Jon was in the back seat with Izzy, so I asked him if it was ok that I give the man a couple dollars. He said that was fine, so I rolled my window down and the man walked over to the car as if he just knew. I handed him the two dollars I had in my wallet, and before I could say anything the man said "Thank you so much, I appreciate it, and God bless you." all I could say was you're welcome.
I learned two things from this moment. One, you should always take the time to say what you feel you should say, and two, that sometimes there are people in this world who just need to be given a little hope in their lives. Before he walked up, I had wanted to say God bless, because I meant it. But when he got to the window I couldn't get the words out. Why? I have no idea, maybe it was the devil holding my tongue, or maybe I was just surprised by his kindness. But I still want to find that man and let him know I want God to bless him, and help him reach his full potential in life. I wanted to tell that man to hold his head high and never loose his faith in God.

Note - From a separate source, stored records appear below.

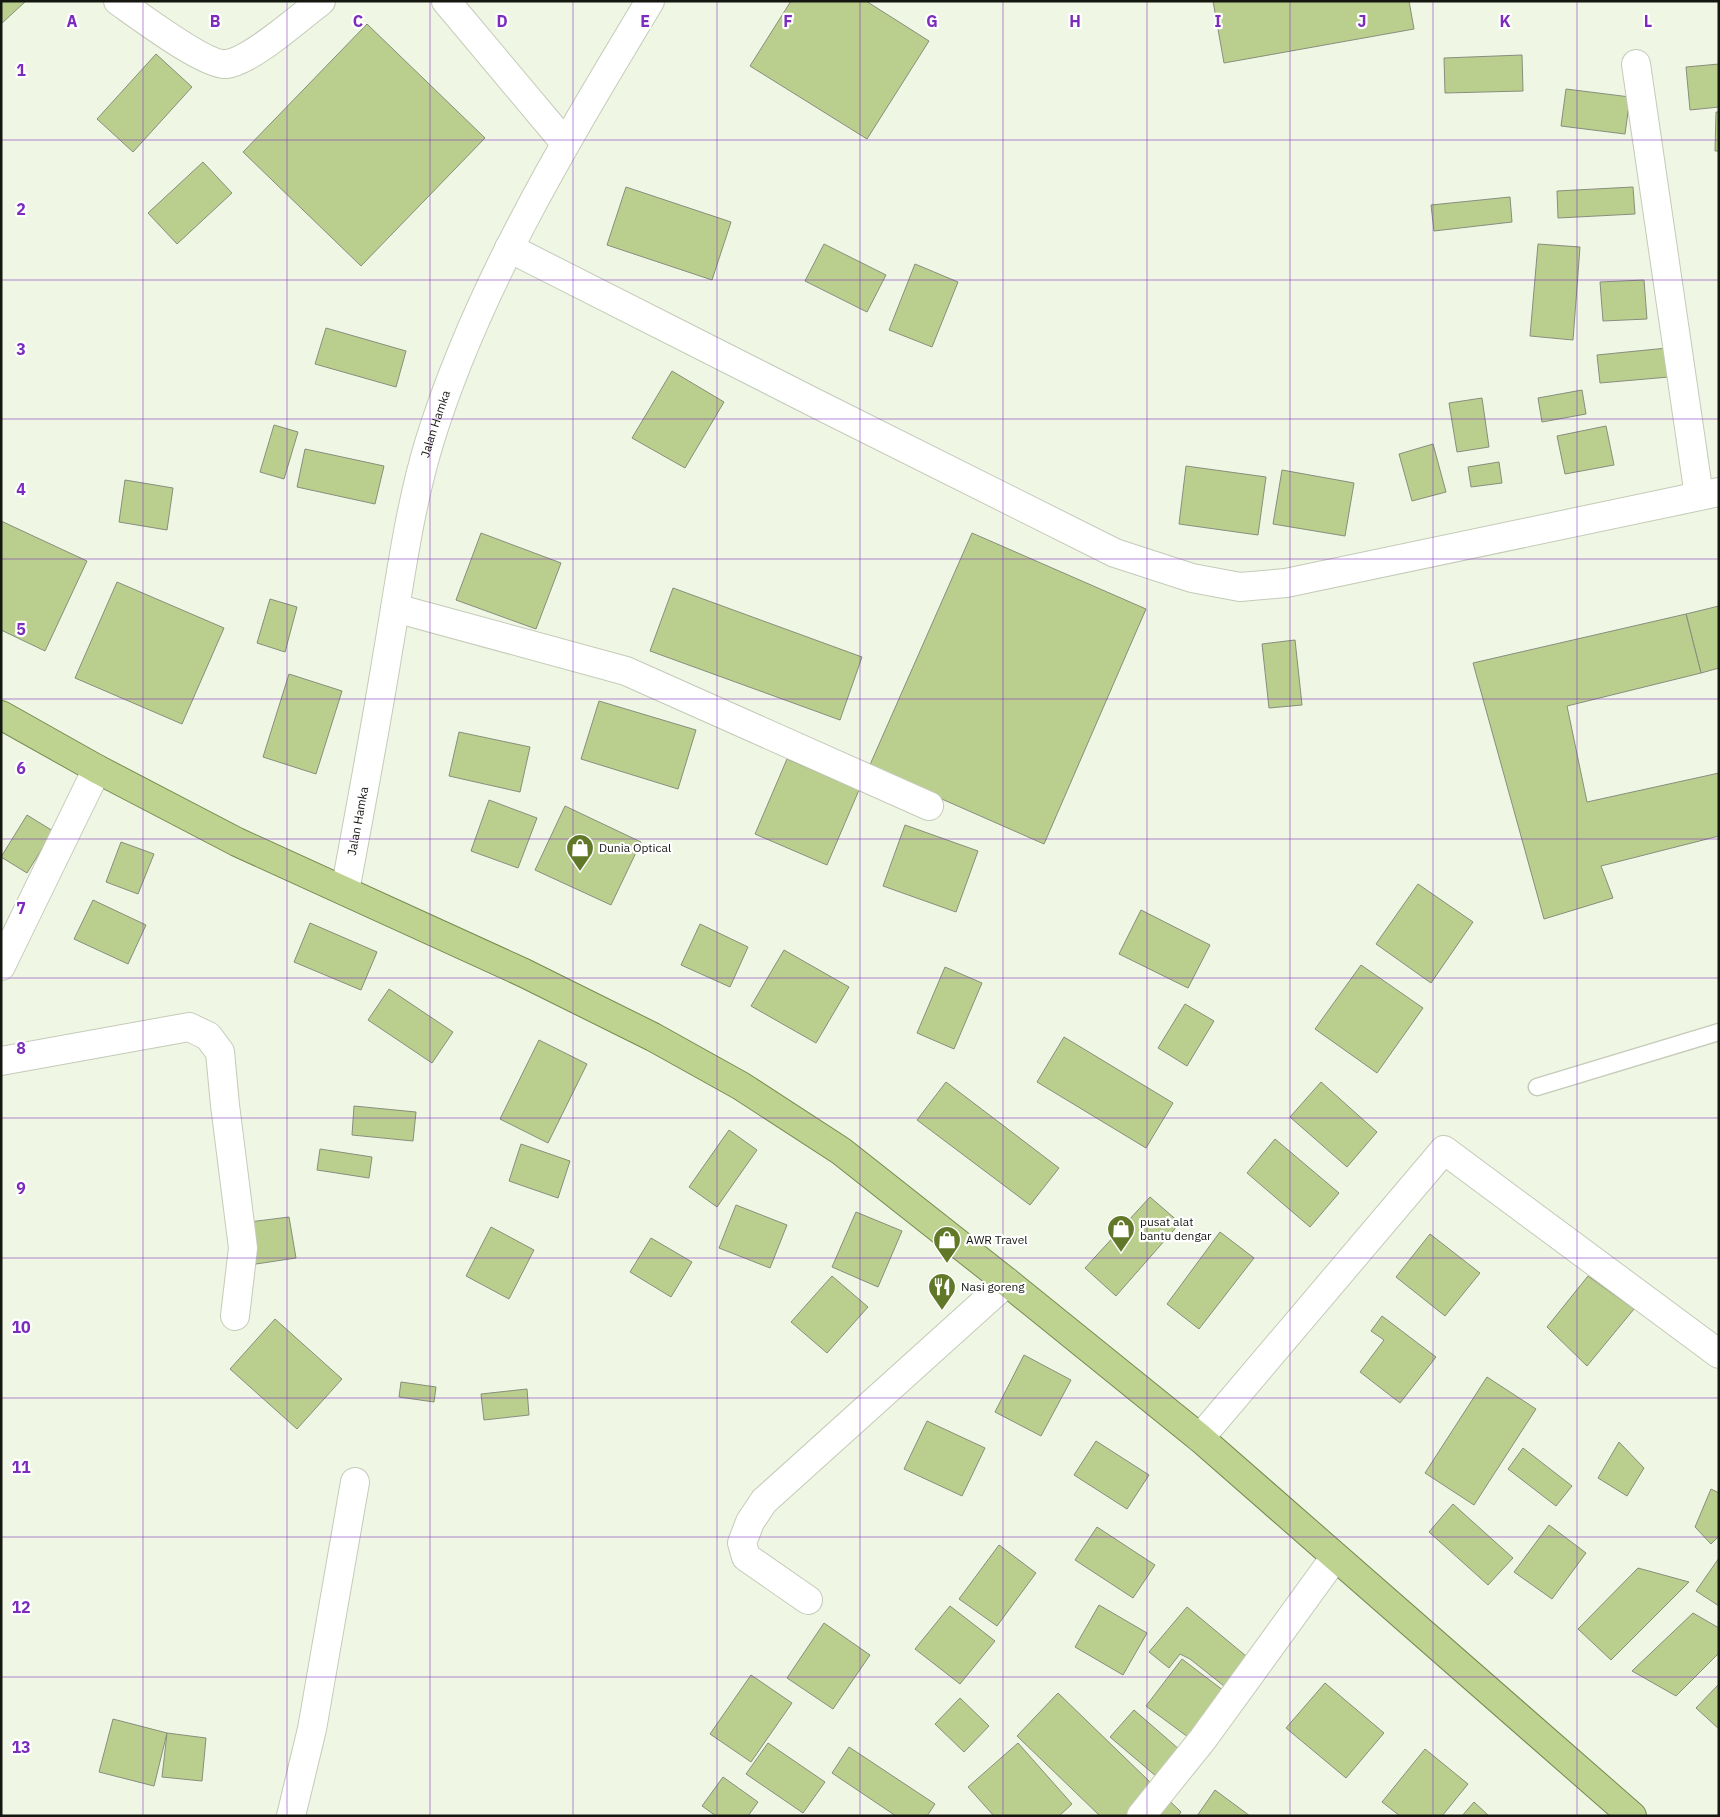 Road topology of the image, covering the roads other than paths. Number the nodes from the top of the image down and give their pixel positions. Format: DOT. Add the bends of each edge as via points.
graph roads {
  1 [pos="118,1"];
  2 [pos="321,1"];
  3 [pos="446,1"];
  4 [pos="650,1"];
  5 [pos="1636,64"];
  6 [pos="565,143"];
  7 [pos="510,248"];
  8 [pos="1709,494"];
  9 [pos="395,608"];
  10 [pos="1,715"];
  11 [pos="97,769"];
  12 [pos="929,806"];
  13 [pos="345,891"];
  14 [pos="1,966"];
  15 [pos="1719,1032"];
  16 [pos="1,1061"];
  17 [pos="1537,1087"];
  18 [pos="1007,1282"];
  19 [pos="235,1316"];
  20 [pos="1719,1354"];
  21 [pos="1200,1438"];
  22 [pos="355,1482"];
  23 [pos="1335,1556"];
  24 [pos="808,1600"];
  25 [pos="291,1816"];
  26 [pos="1141,1816"];
  27 [pos="1632,1816"];
  1 -- 2 [label="street" via="202,57 225,64 248,57"];
  3 -- 6 [label="street"];
  4 -- 6 [label="street, Jalan Hamka"];
  5 -- 8 [label="street"];
  6 -- 7 [label="street, Jalan Hamka"];
  7 -- 8 [label="street" via="1114,553 1192,578 1240,587 1286,583"];
  7 -- 9 [label="street, Jalan Hamka" via="466,344 430,440 411,517"];
  9 -- 12 [label="street" via="626,671"];
  9 -- 13 [label="street, Jalan Hamka"];
  10 -- 11 [label="highway"];
  11 -- 13 [label="highway" via="237,842"];
  11 -- 14 [label="street"];
  13 -- 18 [label="highway" via="524,973 653,1037 741,1086 841,1150"];
  15 -- 17 [label="lane"];
  16 -- 19 [label="street" via="188,1027 208,1036 220,1052 243,1248"];
  18 -- 21 [label="highway"];
  18 -- 24 [label="street" via="764,1501 750,1522 742,1543 746,1557"];
  20 -- 21 [label="street" via="1444,1150"];
  21 -- 23 [label="highway"];
  22 -- 25 [label="street" via="312,1730"];
  23 -- 26 [label="street" via="1203,1739"];
  23 -- 27 [label="highway"];
}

I wanted to say that God could help him thru anything, and keep him out of the devils hands.
In all honesty would I have told him all of that? No. But the least I could have done would have been to return a simple God bless. The whole situation made me think, how many times a day do we think about what we want to say to others, and we still don't say it for one reason or another? How many missed opportunities have I had to say something nice to my husband or my daughter? Tell the people you love, that you love them, give encouraging words of kindness, and don't put others down thru your words... that's just a few things that man taught me today. And I wish I could tell him thank you.
The other thing I couldn't help but think of was hope. How many times have I felt down in my life because I didn't feel like I had any hope? How awful must that man have felt begging for money, completely homeless with just the few items he could carry to his name? Now I know there are alot of people out there who look at this situation and say " He put himself where he is! He doesn't deserve help because he didn't work hard enough!". Well I'm sorry, but I know there are honest people out there who run on hard times. How many times have I been knocked to my knees and only by the grace of God and the love and help of those around me gotten thru?
Sure, the man could have used my money to go buy beer or drugs, or whatever. But I pray I helped him see for just a minute, that there are still people out here in this crazy world who believe in helping others. Did I need to give away those two dollars, no not really, my family (just like alot of families) is struggling to get by. But my family has a home, and each other. If I ever get too stingy to give two dollars to someone who is in that desperate of a situation, God be with me. I just wanted to give that man hope for a better tomorrow, or just a better night. Who knows where he is now, or what his life will become... but he helped me learn things about myself today. He helped me think about life lessons I want to teach my daughter, and lessons I need to remind myself of each and every day. If all that just cost me two dollars... I think I did ok.